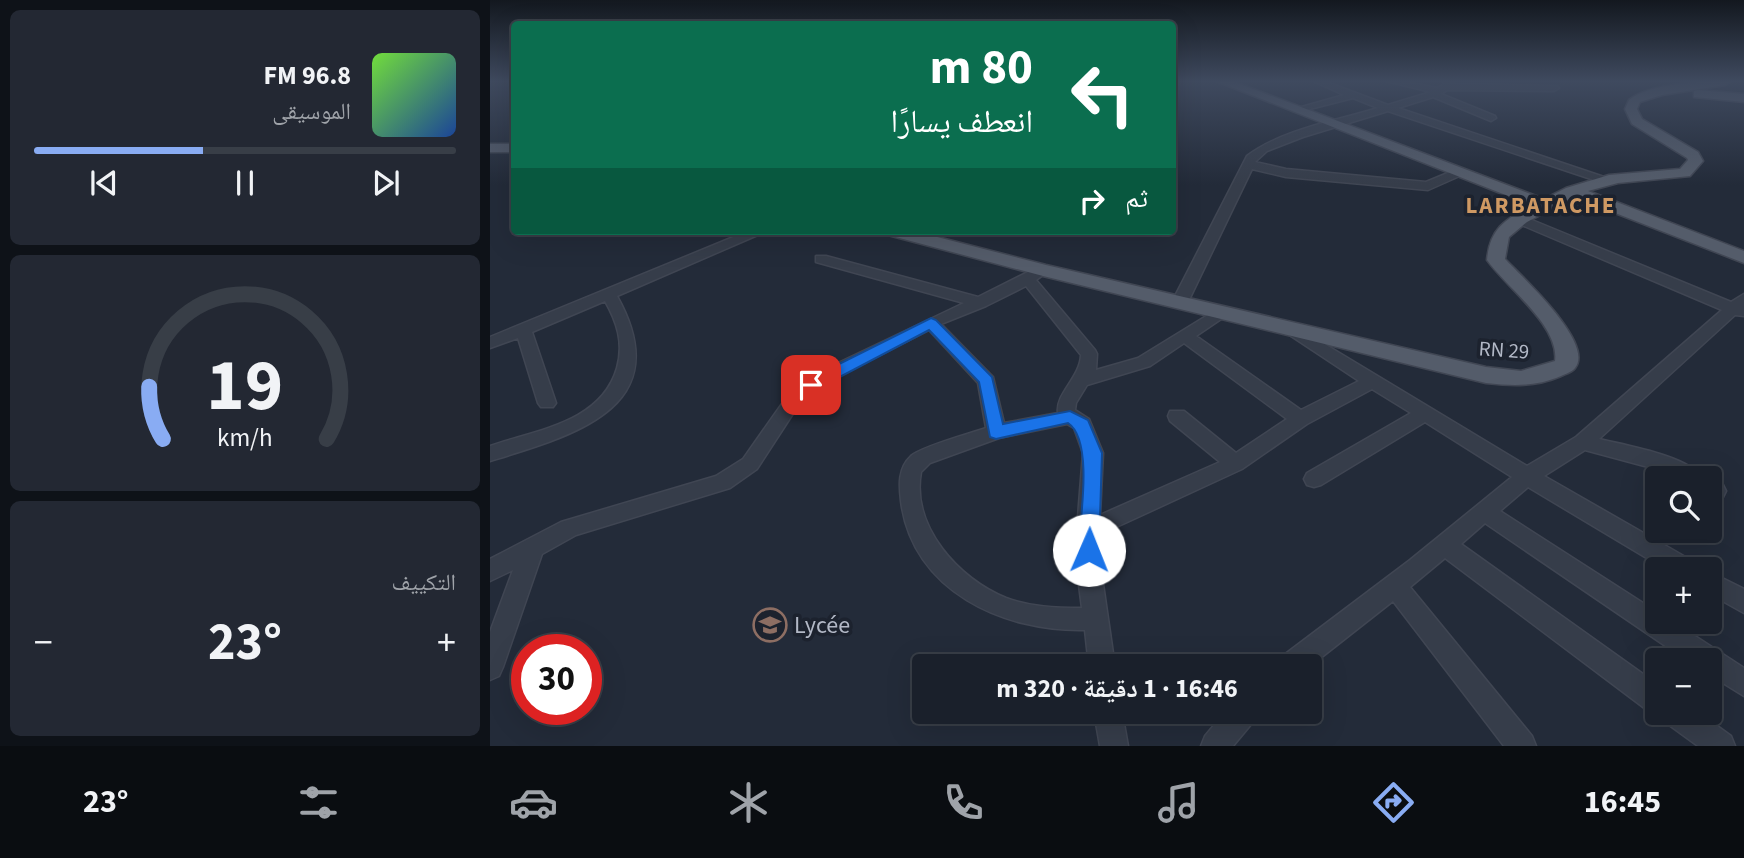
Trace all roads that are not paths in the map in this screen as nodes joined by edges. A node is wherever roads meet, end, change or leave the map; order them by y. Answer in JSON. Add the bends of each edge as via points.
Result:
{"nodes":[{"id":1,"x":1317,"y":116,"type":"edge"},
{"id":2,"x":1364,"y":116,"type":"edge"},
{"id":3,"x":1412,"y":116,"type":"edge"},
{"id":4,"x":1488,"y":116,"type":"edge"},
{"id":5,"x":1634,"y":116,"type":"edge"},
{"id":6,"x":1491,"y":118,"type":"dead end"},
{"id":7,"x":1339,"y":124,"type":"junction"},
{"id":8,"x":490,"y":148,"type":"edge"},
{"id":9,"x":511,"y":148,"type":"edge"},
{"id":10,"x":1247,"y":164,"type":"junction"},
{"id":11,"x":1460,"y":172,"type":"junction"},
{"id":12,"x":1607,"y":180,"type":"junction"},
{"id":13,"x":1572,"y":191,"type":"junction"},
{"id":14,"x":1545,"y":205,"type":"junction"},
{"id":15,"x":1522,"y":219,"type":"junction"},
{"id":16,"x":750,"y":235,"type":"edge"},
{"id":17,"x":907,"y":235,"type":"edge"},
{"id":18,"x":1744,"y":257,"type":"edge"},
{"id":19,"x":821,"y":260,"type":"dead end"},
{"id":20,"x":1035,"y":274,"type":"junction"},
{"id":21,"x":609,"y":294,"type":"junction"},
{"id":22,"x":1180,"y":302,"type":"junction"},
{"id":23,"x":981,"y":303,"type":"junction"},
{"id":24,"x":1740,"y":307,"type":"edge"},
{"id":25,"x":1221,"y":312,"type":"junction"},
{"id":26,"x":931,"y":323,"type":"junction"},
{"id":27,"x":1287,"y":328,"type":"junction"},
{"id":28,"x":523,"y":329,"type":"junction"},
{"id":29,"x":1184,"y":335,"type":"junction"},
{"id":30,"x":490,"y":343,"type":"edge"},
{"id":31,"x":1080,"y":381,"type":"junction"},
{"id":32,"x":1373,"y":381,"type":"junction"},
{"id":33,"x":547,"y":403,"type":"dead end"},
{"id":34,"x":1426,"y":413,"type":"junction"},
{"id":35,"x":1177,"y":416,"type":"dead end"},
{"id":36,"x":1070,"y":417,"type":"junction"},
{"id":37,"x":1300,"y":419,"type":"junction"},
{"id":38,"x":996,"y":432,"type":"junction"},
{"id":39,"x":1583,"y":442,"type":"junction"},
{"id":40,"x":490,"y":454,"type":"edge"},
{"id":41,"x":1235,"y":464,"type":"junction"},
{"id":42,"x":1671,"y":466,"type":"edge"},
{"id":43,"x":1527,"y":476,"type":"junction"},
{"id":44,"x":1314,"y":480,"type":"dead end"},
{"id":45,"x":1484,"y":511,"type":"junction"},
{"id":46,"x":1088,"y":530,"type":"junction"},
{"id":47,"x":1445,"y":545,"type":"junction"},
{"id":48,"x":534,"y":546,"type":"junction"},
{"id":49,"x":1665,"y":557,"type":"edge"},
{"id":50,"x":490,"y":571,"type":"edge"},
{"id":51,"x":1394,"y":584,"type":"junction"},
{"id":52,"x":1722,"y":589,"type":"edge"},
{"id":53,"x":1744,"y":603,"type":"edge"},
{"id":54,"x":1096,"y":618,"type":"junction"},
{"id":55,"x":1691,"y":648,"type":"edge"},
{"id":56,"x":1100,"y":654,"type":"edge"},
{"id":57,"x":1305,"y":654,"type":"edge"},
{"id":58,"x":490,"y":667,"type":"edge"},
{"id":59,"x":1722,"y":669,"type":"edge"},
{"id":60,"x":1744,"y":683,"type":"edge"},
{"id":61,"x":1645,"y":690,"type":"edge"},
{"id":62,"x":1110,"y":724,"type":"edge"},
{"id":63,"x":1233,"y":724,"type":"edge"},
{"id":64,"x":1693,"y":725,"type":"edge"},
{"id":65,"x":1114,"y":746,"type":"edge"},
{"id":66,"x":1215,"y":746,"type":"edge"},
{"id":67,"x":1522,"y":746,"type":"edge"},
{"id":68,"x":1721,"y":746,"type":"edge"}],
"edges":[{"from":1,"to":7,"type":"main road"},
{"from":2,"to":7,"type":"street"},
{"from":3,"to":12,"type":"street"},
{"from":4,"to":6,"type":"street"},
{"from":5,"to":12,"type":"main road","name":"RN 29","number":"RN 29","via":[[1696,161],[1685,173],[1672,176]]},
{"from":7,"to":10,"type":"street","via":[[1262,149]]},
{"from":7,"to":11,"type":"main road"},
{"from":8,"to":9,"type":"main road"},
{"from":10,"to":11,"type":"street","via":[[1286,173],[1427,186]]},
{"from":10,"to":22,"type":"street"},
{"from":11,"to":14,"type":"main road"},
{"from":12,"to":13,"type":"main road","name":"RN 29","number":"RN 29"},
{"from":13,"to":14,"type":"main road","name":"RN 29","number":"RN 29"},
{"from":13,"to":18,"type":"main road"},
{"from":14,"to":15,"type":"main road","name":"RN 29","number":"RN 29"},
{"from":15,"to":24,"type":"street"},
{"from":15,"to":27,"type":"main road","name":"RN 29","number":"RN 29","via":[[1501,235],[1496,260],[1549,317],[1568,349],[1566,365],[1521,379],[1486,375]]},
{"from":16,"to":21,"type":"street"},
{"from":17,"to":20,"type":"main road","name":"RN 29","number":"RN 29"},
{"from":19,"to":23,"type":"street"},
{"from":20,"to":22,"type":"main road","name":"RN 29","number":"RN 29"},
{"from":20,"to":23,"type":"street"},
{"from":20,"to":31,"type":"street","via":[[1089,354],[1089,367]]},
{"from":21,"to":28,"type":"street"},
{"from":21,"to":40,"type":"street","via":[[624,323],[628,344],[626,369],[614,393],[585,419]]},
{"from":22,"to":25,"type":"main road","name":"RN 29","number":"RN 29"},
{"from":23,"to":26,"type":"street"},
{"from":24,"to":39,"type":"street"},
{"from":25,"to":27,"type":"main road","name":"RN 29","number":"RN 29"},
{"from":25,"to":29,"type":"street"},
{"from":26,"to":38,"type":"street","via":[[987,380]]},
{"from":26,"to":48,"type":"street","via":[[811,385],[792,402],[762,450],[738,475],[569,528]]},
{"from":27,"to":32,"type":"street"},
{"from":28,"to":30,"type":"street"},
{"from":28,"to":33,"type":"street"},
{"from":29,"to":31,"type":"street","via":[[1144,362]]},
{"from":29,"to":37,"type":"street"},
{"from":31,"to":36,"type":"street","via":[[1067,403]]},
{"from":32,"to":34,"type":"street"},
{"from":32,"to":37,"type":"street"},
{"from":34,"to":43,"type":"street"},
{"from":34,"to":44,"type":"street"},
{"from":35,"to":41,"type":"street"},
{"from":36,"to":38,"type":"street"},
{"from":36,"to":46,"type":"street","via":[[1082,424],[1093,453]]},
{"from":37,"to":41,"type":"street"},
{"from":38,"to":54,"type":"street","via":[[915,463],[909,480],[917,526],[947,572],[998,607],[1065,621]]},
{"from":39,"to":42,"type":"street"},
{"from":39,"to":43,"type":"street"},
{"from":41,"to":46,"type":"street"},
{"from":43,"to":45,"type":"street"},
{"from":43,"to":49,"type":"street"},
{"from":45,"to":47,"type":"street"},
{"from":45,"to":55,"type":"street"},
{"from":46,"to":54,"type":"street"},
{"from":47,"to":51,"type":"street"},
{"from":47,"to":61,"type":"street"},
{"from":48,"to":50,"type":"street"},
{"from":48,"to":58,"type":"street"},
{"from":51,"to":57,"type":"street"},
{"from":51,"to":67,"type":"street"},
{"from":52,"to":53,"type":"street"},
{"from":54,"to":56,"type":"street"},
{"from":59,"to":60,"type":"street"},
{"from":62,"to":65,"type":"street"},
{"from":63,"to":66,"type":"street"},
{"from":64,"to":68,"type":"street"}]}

══════════════════════════════

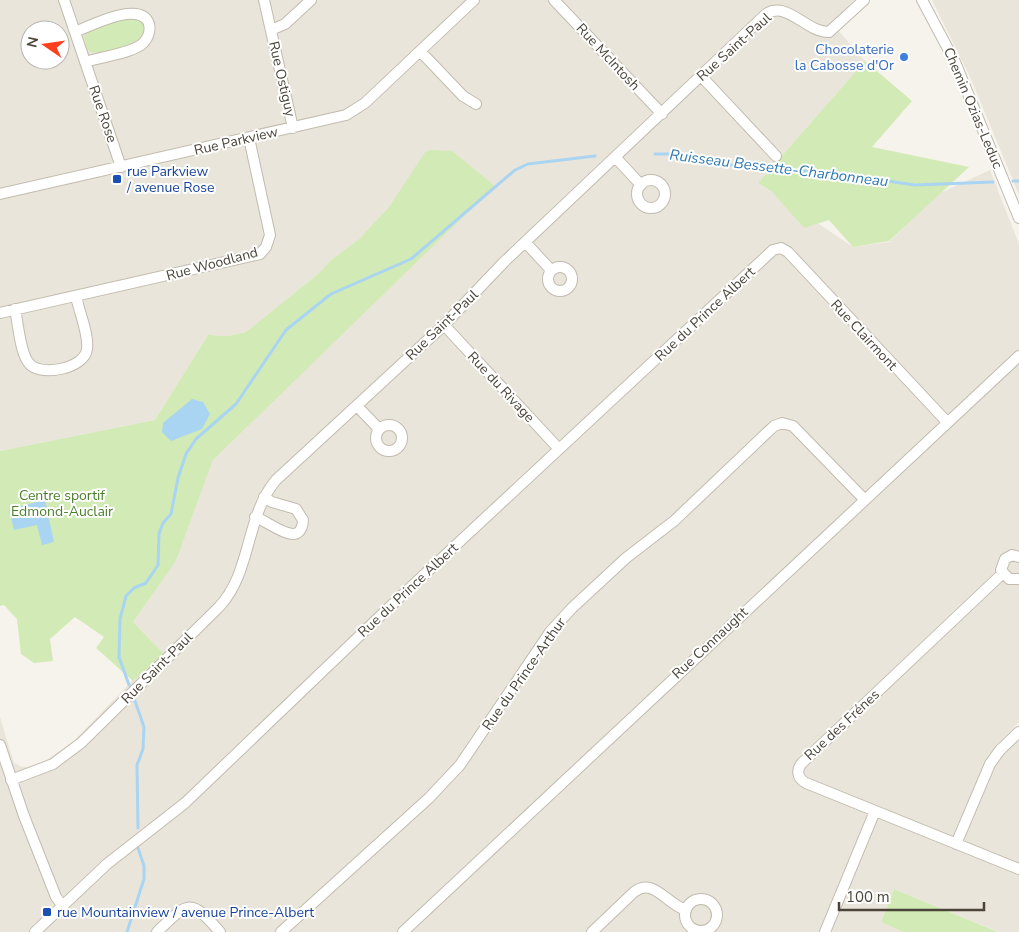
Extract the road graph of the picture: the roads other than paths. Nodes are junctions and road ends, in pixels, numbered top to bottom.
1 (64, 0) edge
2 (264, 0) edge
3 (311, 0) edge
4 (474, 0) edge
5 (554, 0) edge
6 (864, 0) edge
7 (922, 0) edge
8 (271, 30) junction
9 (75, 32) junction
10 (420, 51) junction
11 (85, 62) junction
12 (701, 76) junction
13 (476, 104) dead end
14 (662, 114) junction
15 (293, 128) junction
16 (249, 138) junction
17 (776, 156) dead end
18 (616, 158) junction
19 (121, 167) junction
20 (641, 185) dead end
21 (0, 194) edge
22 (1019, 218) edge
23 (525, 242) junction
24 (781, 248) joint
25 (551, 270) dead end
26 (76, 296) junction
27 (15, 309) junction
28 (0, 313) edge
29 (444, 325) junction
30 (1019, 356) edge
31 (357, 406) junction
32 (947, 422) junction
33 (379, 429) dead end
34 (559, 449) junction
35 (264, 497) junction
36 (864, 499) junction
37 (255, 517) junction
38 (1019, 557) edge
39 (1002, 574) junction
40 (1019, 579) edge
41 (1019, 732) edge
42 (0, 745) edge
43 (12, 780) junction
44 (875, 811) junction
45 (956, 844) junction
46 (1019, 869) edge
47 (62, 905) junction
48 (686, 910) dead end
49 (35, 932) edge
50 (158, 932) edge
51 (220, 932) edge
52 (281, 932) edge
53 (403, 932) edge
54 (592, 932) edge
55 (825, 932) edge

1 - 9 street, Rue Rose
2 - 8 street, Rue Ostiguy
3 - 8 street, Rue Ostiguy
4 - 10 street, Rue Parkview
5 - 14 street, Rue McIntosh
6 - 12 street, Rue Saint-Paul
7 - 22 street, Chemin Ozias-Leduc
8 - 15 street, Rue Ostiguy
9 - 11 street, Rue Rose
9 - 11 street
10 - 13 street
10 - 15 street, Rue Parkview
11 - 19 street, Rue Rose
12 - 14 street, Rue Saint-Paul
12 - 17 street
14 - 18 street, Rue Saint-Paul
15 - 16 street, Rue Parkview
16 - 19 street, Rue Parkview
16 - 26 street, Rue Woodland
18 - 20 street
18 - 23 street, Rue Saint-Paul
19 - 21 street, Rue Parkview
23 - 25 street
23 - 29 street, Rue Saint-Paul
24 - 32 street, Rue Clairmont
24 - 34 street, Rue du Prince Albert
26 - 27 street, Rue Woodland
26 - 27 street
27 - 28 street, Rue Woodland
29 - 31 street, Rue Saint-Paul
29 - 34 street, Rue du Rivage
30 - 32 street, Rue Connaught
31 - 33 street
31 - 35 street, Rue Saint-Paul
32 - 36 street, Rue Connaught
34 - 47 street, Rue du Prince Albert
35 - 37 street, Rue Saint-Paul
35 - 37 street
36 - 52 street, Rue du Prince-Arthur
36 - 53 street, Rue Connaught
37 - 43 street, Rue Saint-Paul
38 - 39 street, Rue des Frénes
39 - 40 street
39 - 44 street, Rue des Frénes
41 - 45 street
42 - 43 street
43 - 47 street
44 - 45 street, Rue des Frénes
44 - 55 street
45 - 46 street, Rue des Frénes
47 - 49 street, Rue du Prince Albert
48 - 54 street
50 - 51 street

══════════════════════════════

Exercise directions. Determine the count of lines in the data above with the string "Ostiguy" in them, and give that count alone.

Response area. 3